May 19, 2023 11:15:01 AM
Weekly Market Wrap 19/05/2023
The G7 meet as Zelensky prepared to join them in Hiroshima. German shares near a record as inflation and the US debt ceiling again dominated investor sentiment.
The UK market ended the week slightly positive. UK wage data for March 2023 was released this week, the report showed that the average private sector wages had increased by 6.7% YoY, whilst UK unemployment jumped to its highest level in over a year (3.9% vs 3.8% est). The continued push higher in wages is feared by the Bank of England to be fuelling higher inflation, as another increase in UK unemployment has opened the door to conversations of an interest rate pause for the Bank of England. Despite this, UK consumer confidence rose for the fourth consecutive month in May. UK CPI will be released next Wednesday, with markets hoping to see a clear fall in inflation after seven consecutive readings above 10%. Another rate increase is expected at the June meeting for the BoE, with the base rate expected to raise 0.25% to 4.75%. Andrew Bailey commented on Wednesday that rates would be lifted as far “as necessary” to get inflation towards the BoE’s target level.
The S&P 500 is set to end the week up 1.79% at 4,198 and the NASDAQ is 3.71% higher at 13,834. Investor concern over a potential US government default has subsided after President Biden and congressional Republican Kevin McCarthy reinforced their stance, that agreeing a deal on raising the debt ceiling was a top priority. The news that an agreement was likely, pushed US markets higher, with the momentum supported by US jobs data. Initial jobless claims came in below expectations (242k vs 254k est), boosting investor optimism that the US economy could be able to withstand the Fed’s increased interest rates.

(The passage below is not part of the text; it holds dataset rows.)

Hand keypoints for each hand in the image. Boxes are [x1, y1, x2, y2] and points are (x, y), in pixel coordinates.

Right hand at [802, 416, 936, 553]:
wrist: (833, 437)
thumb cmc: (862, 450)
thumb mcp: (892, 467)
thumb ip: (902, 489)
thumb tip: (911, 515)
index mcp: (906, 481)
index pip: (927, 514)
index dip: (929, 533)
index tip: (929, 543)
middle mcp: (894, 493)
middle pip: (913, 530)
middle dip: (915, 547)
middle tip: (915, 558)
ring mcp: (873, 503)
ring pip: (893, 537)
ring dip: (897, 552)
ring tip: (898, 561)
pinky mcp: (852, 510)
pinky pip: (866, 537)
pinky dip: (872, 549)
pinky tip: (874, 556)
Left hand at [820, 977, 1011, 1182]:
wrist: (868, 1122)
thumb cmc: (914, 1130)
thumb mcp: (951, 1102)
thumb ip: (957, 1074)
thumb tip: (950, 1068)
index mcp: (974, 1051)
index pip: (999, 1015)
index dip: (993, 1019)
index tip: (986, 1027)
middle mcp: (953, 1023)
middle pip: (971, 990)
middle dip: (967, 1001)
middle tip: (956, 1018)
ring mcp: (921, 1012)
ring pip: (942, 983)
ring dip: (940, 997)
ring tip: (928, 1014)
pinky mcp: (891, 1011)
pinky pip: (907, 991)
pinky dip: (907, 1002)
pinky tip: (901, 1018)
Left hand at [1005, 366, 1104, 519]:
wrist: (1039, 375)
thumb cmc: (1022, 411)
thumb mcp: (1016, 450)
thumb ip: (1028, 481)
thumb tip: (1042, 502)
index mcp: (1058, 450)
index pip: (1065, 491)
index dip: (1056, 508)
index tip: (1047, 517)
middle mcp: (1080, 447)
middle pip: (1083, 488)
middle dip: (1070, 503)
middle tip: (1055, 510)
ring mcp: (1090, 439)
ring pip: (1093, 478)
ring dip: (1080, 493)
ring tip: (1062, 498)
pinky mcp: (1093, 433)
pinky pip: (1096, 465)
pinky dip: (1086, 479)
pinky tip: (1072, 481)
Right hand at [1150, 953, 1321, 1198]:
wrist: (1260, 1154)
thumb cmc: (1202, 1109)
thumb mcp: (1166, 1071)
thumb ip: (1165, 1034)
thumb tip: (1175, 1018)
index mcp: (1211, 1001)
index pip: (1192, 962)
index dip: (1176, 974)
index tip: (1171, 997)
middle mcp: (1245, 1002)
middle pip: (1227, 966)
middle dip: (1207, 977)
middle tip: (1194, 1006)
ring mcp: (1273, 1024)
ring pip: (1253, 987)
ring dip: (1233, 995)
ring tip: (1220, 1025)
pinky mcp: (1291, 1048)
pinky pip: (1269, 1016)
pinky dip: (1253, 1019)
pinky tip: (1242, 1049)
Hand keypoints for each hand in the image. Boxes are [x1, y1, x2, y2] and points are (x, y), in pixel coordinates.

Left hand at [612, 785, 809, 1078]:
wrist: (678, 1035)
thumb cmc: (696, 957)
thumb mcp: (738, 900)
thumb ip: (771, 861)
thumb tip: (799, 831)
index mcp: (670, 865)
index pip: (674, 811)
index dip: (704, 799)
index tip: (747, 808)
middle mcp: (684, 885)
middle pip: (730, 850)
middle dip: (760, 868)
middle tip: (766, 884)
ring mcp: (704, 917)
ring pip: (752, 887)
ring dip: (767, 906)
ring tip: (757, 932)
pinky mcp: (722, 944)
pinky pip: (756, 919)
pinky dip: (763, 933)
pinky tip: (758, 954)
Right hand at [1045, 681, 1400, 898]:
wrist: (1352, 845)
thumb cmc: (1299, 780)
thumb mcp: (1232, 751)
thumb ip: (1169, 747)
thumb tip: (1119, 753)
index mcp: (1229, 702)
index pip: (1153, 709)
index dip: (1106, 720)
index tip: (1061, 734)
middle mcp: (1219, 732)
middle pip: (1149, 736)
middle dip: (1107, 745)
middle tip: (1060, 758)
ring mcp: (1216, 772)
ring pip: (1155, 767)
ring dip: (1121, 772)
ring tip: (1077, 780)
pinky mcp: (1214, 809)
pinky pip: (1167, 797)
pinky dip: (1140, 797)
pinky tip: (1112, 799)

The Euro Stoxx 50 is currently up 0.86% at 4,075, the DAX is 2.18% higher at 16,258, whilst the CAC 40 has gained 1.00% to 7,489. The short term outlook for the European Union economic growth was lifted on Monday, with the 2023 estimate rising to 1.0% from 0.8%, whilst the 2024 estimate rose from 1.6% to 1.7%. A key driver of the increased growth is rapidly falling energy prices in Europe, with lower energy bills working their way into the economy for businesses and consumers. German consumer prices rose by more than expected in April, increasing by 4.1% YoY (est 4.0%), however this was the smallest increase since April 2021, a clear showing that price inflation is rapidly falling back to more sustainable levels.
Yields on 10-Year US government bonds jumped by 0.19% this week to 3.65%, after two Fed policy makers said inflation is not cooling fast enough, reopening the door to potential further hikes. Markets are currently pricing in a 33% probability of another rate increase in the June meeting.
Brent Crude is set to end the week up 3.28%, as markets gained optimism over the movement towards a resolution of the US debt ceiling issue.
The Week Ahead
Monday – PBoC Interest Rate Decision
Tuesday – European Composite PMI
Wednesday – UK CPI, FOMC Minutes
Thursday – US GDP, Initial Jobless Claims
Friday – UK Retail Sales, US Consumer Sentiment
*Price changes as of last week’s close unless stated otherwise.